Eventually, Bailey’s persistence got Paterson to pay, and his main losses were time and some interest charges from vendors. But what he hated most was the feeling of powerlessness, “that here was this guy in California, on the other side of the country, and I’m a small business guy trying to keep my stuff together and take care of my people. We’re trying to be small business people in an ethical, responsible way.”
Jason Sivgals is the investigator for the Anaheim Police Department who is looking into Paterson’s activities, especially the missing $9,000 from the Pop Warner Football League. He won’t talk much about the case publicly but does say that the Pop Warner investigation likely will be resolved much more quickly than cases involving loan or lease deals gone bad.
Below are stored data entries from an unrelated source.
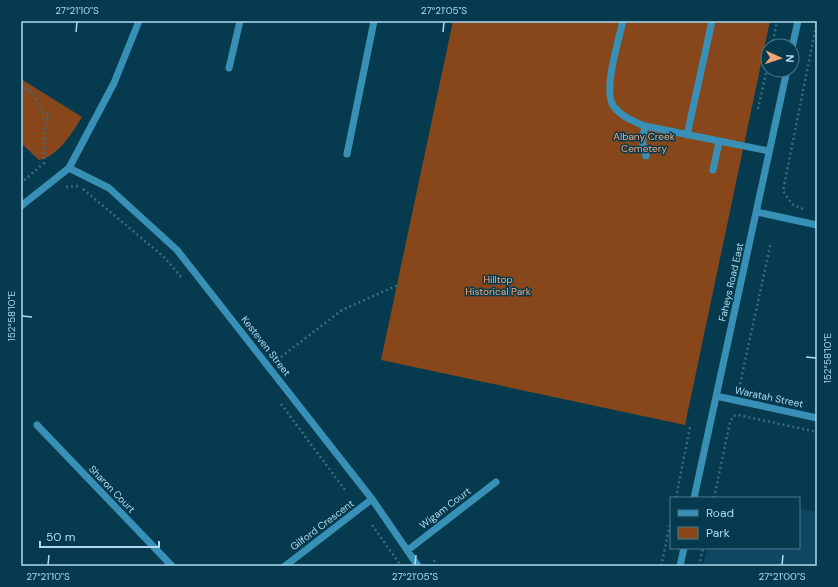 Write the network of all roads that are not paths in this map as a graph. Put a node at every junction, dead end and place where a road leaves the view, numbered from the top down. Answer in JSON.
{"nodes":[{"id":1,"x":139,"y":21,"type":"edge"},
{"id":2,"x":240,"y":21,"type":"edge"},
{"id":3,"x":374,"y":21,"type":"edge"},
{"id":4,"x":623,"y":21,"type":"edge"},
{"id":5,"x":712,"y":21,"type":"edge"},
{"id":6,"x":798,"y":21,"type":"edge"},
{"id":7,"x":794,"y":38,"type":"edge"},
{"id":8,"x":229,"y":68,"type":"dead end"},
{"id":9,"x":786,"y":78,"type":"edge"},
{"id":10,"x":645,"y":126,"type":"junction"},
{"id":11,"x":687,"y":135,"type":"junction"},
{"id":12,"x":719,"y":142,"type":"junction"},
{"id":13,"x":769,"y":151,"type":"junction"},
{"id":14,"x":347,"y":154,"type":"dead end"},
{"id":15,"x":646,"y":156,"type":"dead end"},
{"id":16,"x":69,"y":168,"type":"junction"},
{"id":17,"x":713,"y":170,"type":"dead end"},
{"id":18,"x":21,"y":206,"type":"edge"},
{"id":19,"x":757,"y":212,"type":"junction"},
{"id":20,"x":817,"y":225,"type":"edge"},
{"id":21,"x":716,"y":396,"type":"junction"},
{"id":22,"x":817,"y":418,"type":"edge"},
{"id":23,"x":37,"y":425,"type":"dead end"},
{"id":24,"x":496,"y":482,"type":"dead end"},
{"id":25,"x":694,"y":497,"type":"edge"},
{"id":26,"x":372,"y":499,"type":"junction"},
{"id":27,"x":684,"y":549,"type":"edge"},
{"id":28,"x":408,"y":550,"type":"junction"},
{"id":29,"x":172,"y":566,"type":"edge"},
{"id":30,"x":285,"y":566,"type":"edge"},
{"id":31,"x":418,"y":566,"type":"edge"},
{"id":32,"x":680,"y":566,"type":"edge"}],
"edges":[{"from":1,"to":16,"type":"street"},
{"from":2,"to":8,"type":"street"},
{"from":3,"to":14,"type":"street"},
{"from":4,"to":10,"type":"street"},
{"from":5,"to":11,"type":"street"},
{"from":6,"to":7,"type":"street"},
{"from":9,"to":13,"type":"street","name":"Faheys Road East"},
{"from":10,"to":11,"type":"street"},
{"from":10,"to":15,"type":"street"},
{"from":11,"to":12,"type":"street"},
{"from":12,"to":13,"type":"street"},
{"from":12,"to":17,"type":"street"},
{"from":13,"to":19,"type":"street","name":"Faheys Road East"},
{"from":16,"to":18,"type":"street"},
{"from":16,"to":26,"type":"street","name":"Kesteven Street"},
{"from":19,"to":20,"type":"street"},
{"from":19,"to":21,"type":"street","name":"Faheys Road East"},
{"from":21,"to":22,"type":"street","name":"Waratah Street"},
{"from":21,"to":25,"type":"street","name":"Faheys Road East"},
{"from":23,"to":29,"type":"street","name":"Sharon Court"},
{"from":24,"to":28,"type":"street","name":"Wigam Court"},
{"from":26,"to":28,"type":"street","name":"Kesteven Street"},
{"from":26,"to":30,"type":"street","name":"Gilford Crescent"},
{"from":27,"to":32,"type":"street"},
{"from":28,"to":31,"type":"street","name":"Kesteven Street"}]}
The challenge he faces to investigate Paterson's loan and lease dealings involve manpower and jurisdiction; the cases have tentacles reaching across the country, touching down in multiple states. “I mean, I’m just a local cop,” Sivgal said. “It’s a lot bigger than me.”
Veterinarians with complaints against Paterson have been calling Sivgal since it became known on VIN that he was looking into Paterson's business tactics within the veterinary profession. Ball, the veterinarian in Gilmer, Texas, is one of them. He is eager to pursue some sort of criminal and/or civil complaint against Paterson concerning the $6,000 that he believes the broker still owes him. Ball said Paterson called him on June 15, the same day he called Stotland, and promised to make things right. Ball scoffed.
“His last word to me was, he was going to send me an e-mail when we got off the phone (saying) how he intended to give me my money back. Which of course, I never received.” Ball sent a reminder e-mail to Paterson, then a text message. The latter warned Paterson that if he fails to follow through, legal retribution is certain.
“I told him in the text that he now would be dealing with the authorities instead of me, and I hoped he enjoyed his jail time," Ball said. "He then texted me back at 11:30 last night with his statement: ‘Relax, I will have info tomorrow, quit with your crap. Need to confirm numbers, I want you resolved so your threats and extortion are out of my life. You will get your $5,000 back to close this out.'”
Ever the negotiator, Paterson had just slashed a thousand dollars off the amount Ball said he was owed. The veterinarian wasn’t that upset. He doesn’t expect to see the money anyway.
Sivgal said the investigation of Paterson’s financial activities “could take years.” The goal, he said, is to get the investigation to the point “where I can hand my case off as a local cop to some three-letter acronym, nationwide law enforcement (agency)."